* **Supplied material**

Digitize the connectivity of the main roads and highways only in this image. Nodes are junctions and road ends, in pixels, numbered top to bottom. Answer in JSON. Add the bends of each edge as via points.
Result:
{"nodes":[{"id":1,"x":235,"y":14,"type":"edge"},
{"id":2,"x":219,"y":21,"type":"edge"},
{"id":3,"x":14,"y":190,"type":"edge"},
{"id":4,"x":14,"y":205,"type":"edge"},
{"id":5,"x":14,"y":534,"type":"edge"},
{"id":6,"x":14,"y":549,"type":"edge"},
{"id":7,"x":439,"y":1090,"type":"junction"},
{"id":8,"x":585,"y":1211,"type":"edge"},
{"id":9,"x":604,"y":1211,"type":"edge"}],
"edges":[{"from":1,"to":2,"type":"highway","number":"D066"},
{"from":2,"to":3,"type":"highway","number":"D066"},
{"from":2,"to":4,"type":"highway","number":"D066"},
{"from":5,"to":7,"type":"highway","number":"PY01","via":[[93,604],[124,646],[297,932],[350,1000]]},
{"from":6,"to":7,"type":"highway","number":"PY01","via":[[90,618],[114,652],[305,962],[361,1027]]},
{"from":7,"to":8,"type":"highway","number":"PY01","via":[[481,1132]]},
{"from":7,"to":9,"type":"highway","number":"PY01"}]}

* **Task brief**
Nothing should be dropped. Retype each line above as it is.

* **Task result**
Digitize the connectivity of the main roads and highways only in this image. Nodes are junctions and road ends, in pixels, numbered top to bottom. Answer in JSON. Add the bends of each edge as via points.
Result:
{"nodes":[{"id":1,"x":235,"y":14,"type":"edge"},
{"id":2,"x":219,"y":21,"type":"edge"},
{"id":3,"x":14,"y":190,"type":"edge"},
{"id":4,"x":14,"y":205,"type":"edge"},
{"id":5,"x":14,"y":534,"type":"edge"},
{"id":6,"x":14,"y":549,"type":"edge"},
{"id":7,"x":439,"y":1090,"type":"junction"},
{"id":8,"x":585,"y":1211,"type":"edge"},
{"id":9,"x":604,"y":1211,"type":"edge"}],
"edges":[{"from":1,"to":2,"type":"highway","number":"D066"},
{"from":2,"to":3,"type":"highway","number":"D066"},
{"from":2,"to":4,"type":"highway","number":"D066"},
{"from":5,"to":7,"type":"highway","number":"PY01","via":[[93,604],[124,646],[297,932],[350,1000]]},
{"from":6,"to":7,"type":"highway","number":"PY01","via":[[90,618],[114,652],[305,962],[361,1027]]},
{"from":7,"to":8,"type":"highway","number":"PY01","via":[[481,1132]]},
{"from":7,"to":9,"type":"highway","number":"PY01"}]}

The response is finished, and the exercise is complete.